Exercise goal. Apart from the pictures, which must be omitted, restate the data exactly.

Data provided.
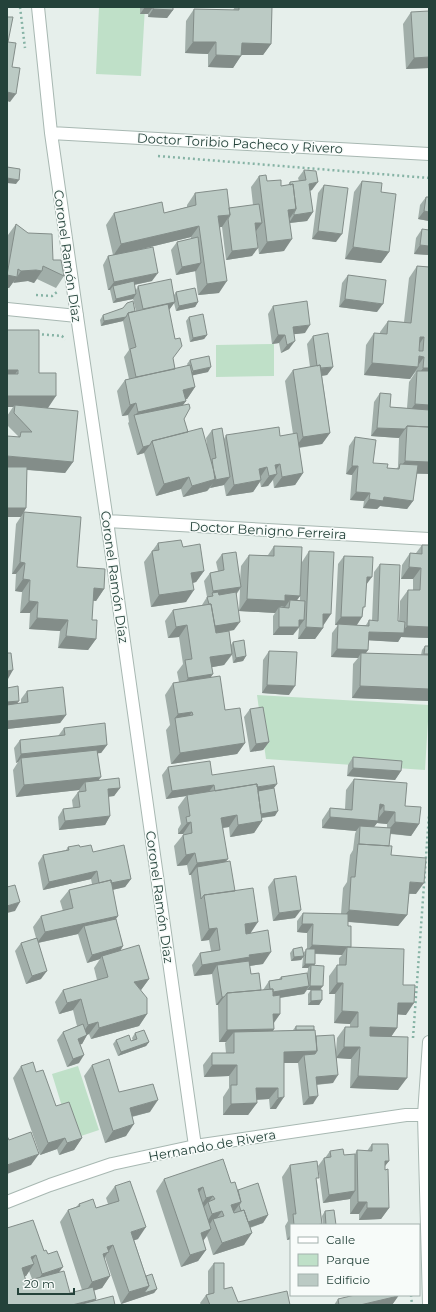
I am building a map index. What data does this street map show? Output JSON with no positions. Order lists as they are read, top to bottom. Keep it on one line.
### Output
{"streets":{"street":["Doctor Toribio Pacheco y Rivero","Coronel Ramón Díaz","Doctor Benigno Ferreira","Hernando de Rivera"]},"crossings":[["Doctor Toribio Pacheco y Rivero","Coronel Ramón Díaz"],["Coronel Ramón Díaz","Doctor Benigno Ferreira"],["Coronel Ramón Díaz","Hernando de Rivera"]],"legend":["Calle","Parque","Edificio"],"scale_bar":"20 m"}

Output for this task.
I am building a map index. What data does this street map show? Output JSON with no positions. Order lists as they are read, top to bottom. Keep it on one line.
### Output
{"streets":{"street":["Doctor Toribio Pacheco y Rivero","Coronel Ramón Díaz","Doctor Benigno Ferreira","Hernando de Rivera"]},"crossings":[["Doctor Toribio Pacheco y Rivero","Coronel Ramón Díaz"],["Coronel Ramón Díaz","Doctor Benigno Ferreira"],["Coronel Ramón Díaz","Hernando de Rivera"]],"legend":["Calle","Parque","Edificio"],"scale_bar":"20 m"}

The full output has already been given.